Che Maria di Betania, sorella di Marta e di Lazzaro, e Maria di Magdala fossero la stessa persona non appare così chiaro dai Vangeli canonici, ma venne formalmente riconosciuto da papa Gregorio Magno, lo stesso che intraprese la riforma del calendario. In seguito la Chiesa farà di tutto per separare l'identità delle due persone e per associare alla Maddalena la figura della prostituta redenta, nonostante in nessun passo dei Vangeli che ne parla viene mai fatta un'associazione esplicita in tal senso. È significativo osservare che il beato Jacopo da Varagine, nella sua "Legenda Aurea" (scritta nella seconda metà del XIII sec.), afferma senza ombra di dubbio che "Maria nacque da una famiglia nobilissima che discendeva dalla stirpe regale; il padre si chiamava Siro e la madre Eucaria.

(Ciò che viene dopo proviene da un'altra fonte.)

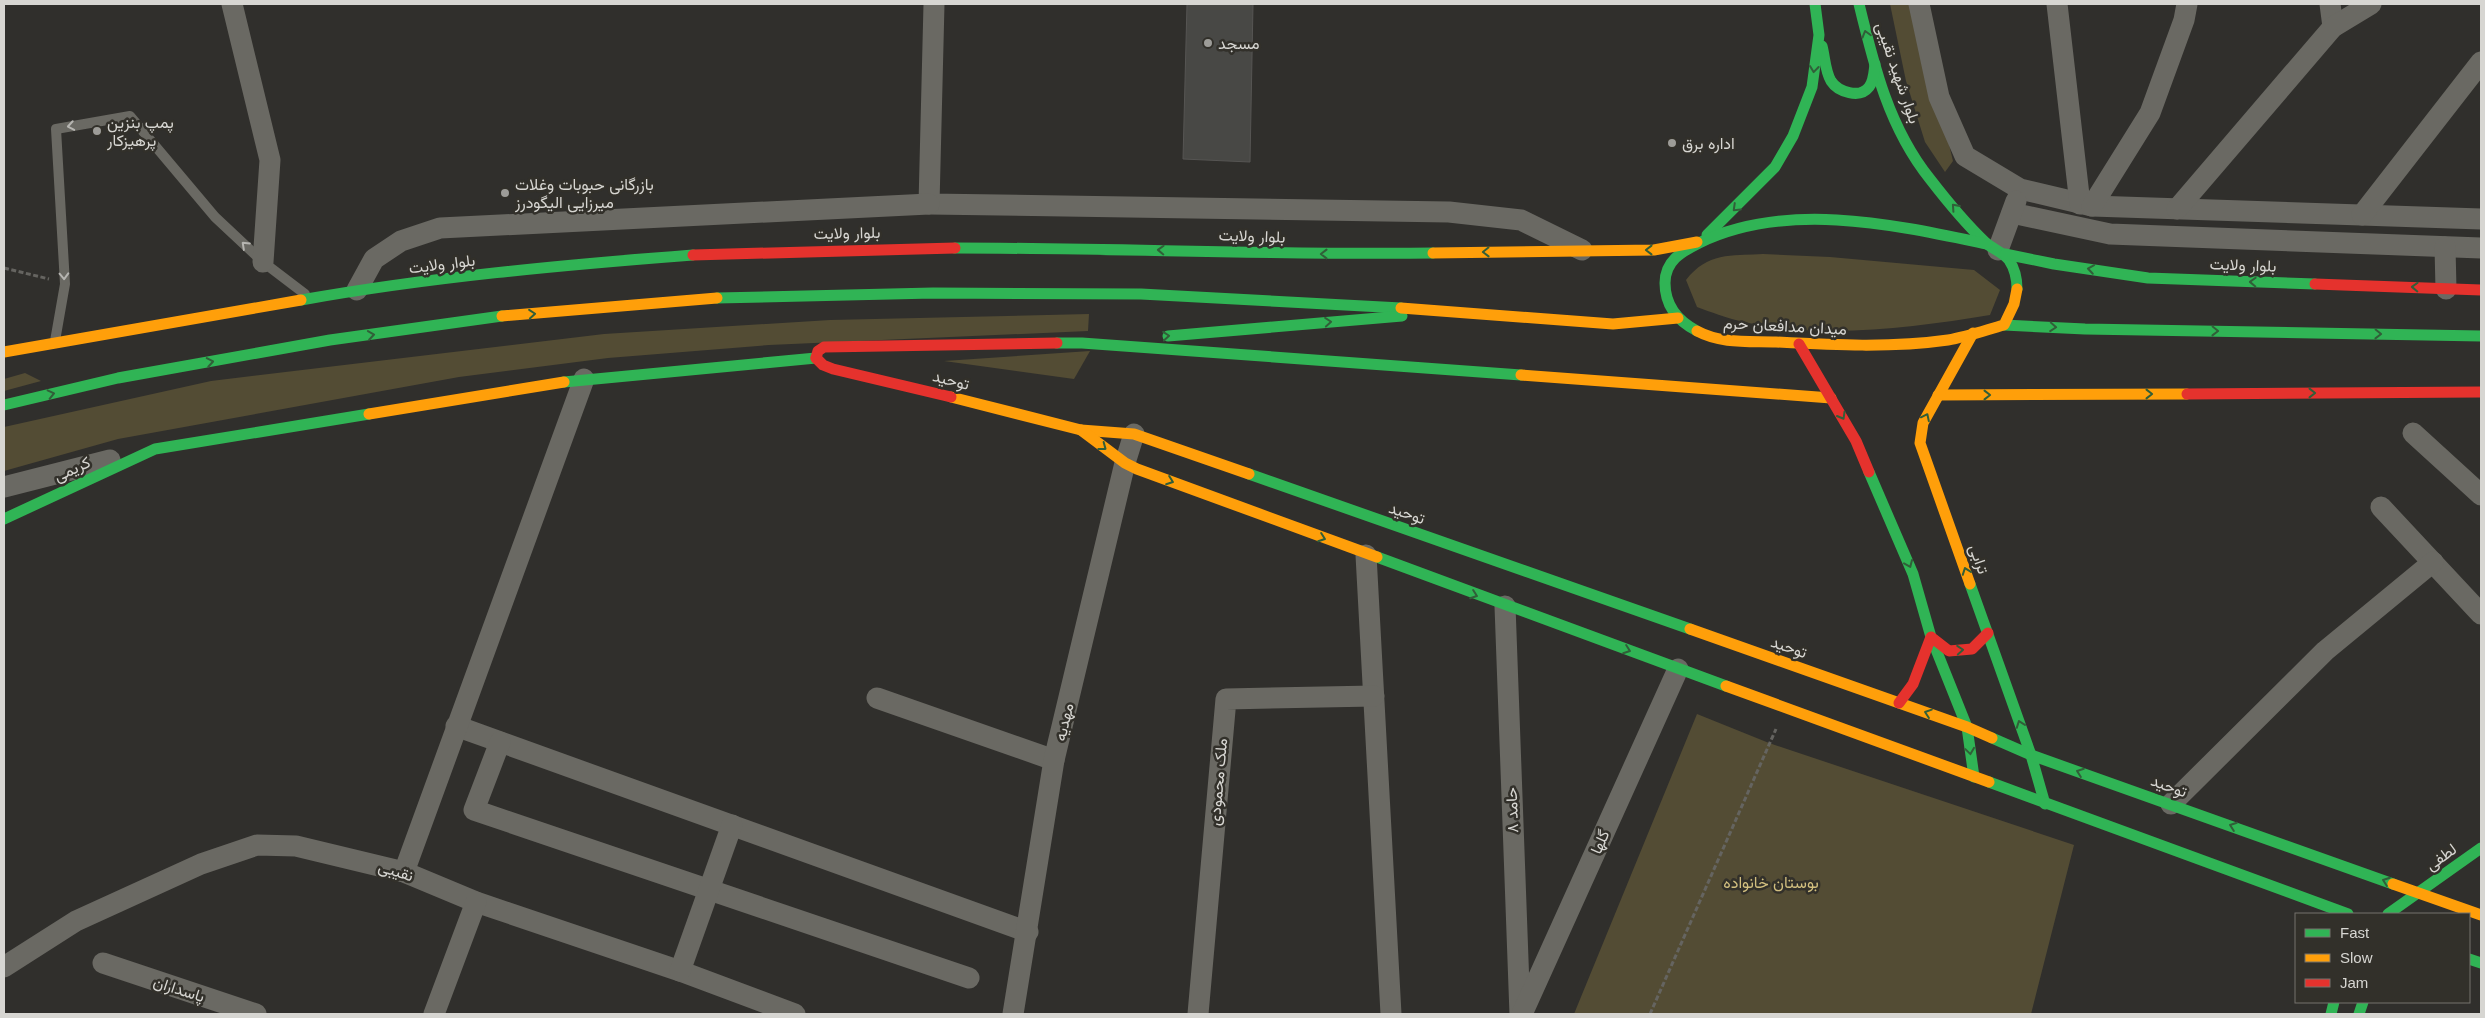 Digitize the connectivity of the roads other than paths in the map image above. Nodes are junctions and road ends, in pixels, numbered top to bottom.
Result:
1 (232, 4) edge
2 (934, 4) edge
3 (1815, 4) edge
4 (1859, 4) edge
5 (1919, 4) edge
6 (2057, 4) edge
7 (2187, 4) edge
8 (2330, 4) edge
9 (2370, 4) edge
10 (2333, 27) junction
11 (1819, 35) junction
12 (2481, 62) edge
13 (1875, 64) junction
14 (2020, 189) junction
15 (929, 204) junction
16 (2086, 205) junction
17 (2177, 209) junction
18 (2012, 213) junction
19 (2362, 215) junction
20 (2481, 219) edge
21 (1699, 241) junction
22 (2445, 247) junction
23 (2481, 248) edge
24 (1997, 249) junction
25 (1582, 250) junction
26 (264, 262) junction
27 (2446, 288) junction
28 (357, 290) junction
29 (2481, 290) edge
30 (310, 298) junction
31 (1468, 311) junction
32 (1678, 318) junction
33 (2004, 325) junction
34 (1973, 333) junction
35 (2481, 336) edge
36 (1082, 343) junction
37 (55, 344) junction
38 (1799, 344) junction
39 (4, 352) edge
40 (816, 358) junction
41 (584, 380) junction
42 (2481, 392) edge
43 (1938, 395) junction
44 (1831, 398) junction
45 (4, 405) edge
46 (1081, 430) junction
47 (2413, 433) dead end
48 (1134, 434) junction
49 (155, 449) junction
50 (1124, 463) junction
51 (4, 487) edge
52 (2481, 495) edge
53 (2381, 507) dead end
54 (4, 519) edge
55 (1366, 555) junction
56 (2433, 562) junction
57 (1505, 606) junction
58 (2481, 614) edge
59 (1988, 633) junction
60 (1931, 637) junction
61 (1678, 669) junction
62 (1374, 696) junction
63 (878, 698) dead end
64 (1899, 703) junction
65 (456, 726) junction
66 (1967, 727) junction
67 (500, 742) junction
68 (2031, 755) junction
69 (1054, 760) junction
70 (1974, 778) junction
71 (2045, 804) junction
72 (2171, 804) junction
73 (732, 826) junction
74 (2481, 848) edge
75 (404, 872) junction
76 (708, 889) junction
77 (2420, 893) junction
78 (476, 902) junction
79 (2345, 913) edge
80 (2390, 913) edge
81 (2481, 914) edge
82 (1028, 932) junction
83 (103, 963) dead end
84 (4, 967) edge
85 (680, 971) junction
86 (969, 978) dead end
87 (256, 1014) edge
88 (434, 1014) edge
89 (795, 1014) edge
90 (1013, 1014) edge
91 (1198, 1014) edge
92 (1391, 1014) edge
93 (1521, 1014) edge

1 - 26 street
2 - 15 street
3 - 11 main road
13 -> 4 main road, بلوار شهید نقیبی
5 - 14 street
6 - 16 street
7 - 16 street
8 - 10 street
9 - 10 street
10 - 17 street
11 - 13 main road
11 -> 21 main road
12 - 19 street
24 -> 13 main road, بلوار شهید نقیبی
14 - 16 street
14 - 18 street
15 - 25 street
15 - 28 street
16 - 17 street
17 - 19 street
18 - 22 street
18 - 24 street
19 - 20 street
21 - 24 main road
21 -> 25 main road, بلوار ولایت
21 - 32 main road
22 - 23 street
22 - 27 street
27 -> 24 main road, بلوار ولایت
24 - 33 main road
25 -> 28 main road, بلوار ولایت
26 - 30 lane
26 -> 37 lane
27 - 29 main road, بلوار ولایت
28 - 30 main road, بلوار ولایت
30 - 37 main road, بلوار ولایت
31 - 32 main road
36 -> 31 main road
45 -> 31 main road
32 - 38 main road, میدان مدافعان حرم
33 - 34 main road, میدان مدافعان حرم
33 -> 35 main road
34 - 38 main road, میدان مدافعان حرم
34 - 43 main road, ترابی
36 - 40 main road
36 - 44 main road
37 - 39 main road, بلوار ولایت
38 - 44 main road
40 - 41 main road, کریمی
40 - 46 main road, توحید
41 - 49 main road, کریمی
41 - 65 street
43 -> 42 main road
59 -> 43 main road, ترابی
44 -> 60 main road
46 - 48 main road, توحید
46 -> 50 main road, توحید
47 - 52 street
48 - 50 street, مهدیه
48 - 64 main road, توحید
49 - 51 street
49 - 54 main road, کریمی
50 -> 55 main road, توحید
50 - 69 street, مهدیه
53 - 56 street
55 -> 57 main road, توحید
55 - 62 street
56 - 58 street
56 - 72 street
57 -> 61 main road, توحید
57 - 93 street, حامد ۸
60 -> 59 main road
68 -> 59 main road, ترابی
60 - 64 main road
60 - 66 main road
61 - 70 main road, توحید
61 - 93 street, گلها
62 - 91 street, ملک محمودی
62 - 92 street
63 - 69 street
66 -> 64 main road, توحید
65 - 67 street
65 - 75 street
66 - 68 main road, توحید
66 -> 70 main road
67 - 73 street
67 - 76 street
68 - 71 main road, ترابی
72 -> 68 main road, توحید
69 - 82 street, مهدیه
70 - 71 main road, توحید
71 - 79 main road, توحید
77 -> 72 main road, توحید
73 - 76 street
73 - 82 street
74 - 77 main road, لطفی
75 - 78 street, نقیبی
75 - 84 street, نقیبی
76 - 85 street
76 - 86 street
77 - 80 main road, لطفی
77 - 81 main road, توحید
78 - 85 street, نقیبی
78 - 88 street
82 - 90 street, مهدیه
83 - 87 street, پاسداران
85 - 89 street, نقیبی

Insieme al fratello Lazzaro e alla sorella Marta possedeva Magdala, che si trova vicino a Genezareth, Betania, vicino a Gerusalemme e una gran parte di quest'ultima città". Jacopo era vescovo di Genova ed apparteneva all'Ordine dei Domenicani, i più intransigenti in fatto di eresie, e si ispirò per la sua opera a fonti precedenti, come la 'Storia Ecclesiastica', la 'Storia Tripartita', 'La vita dei Santi Padri', 'I dialoghi di San Gregorio' e i Vangeli Apocrifi.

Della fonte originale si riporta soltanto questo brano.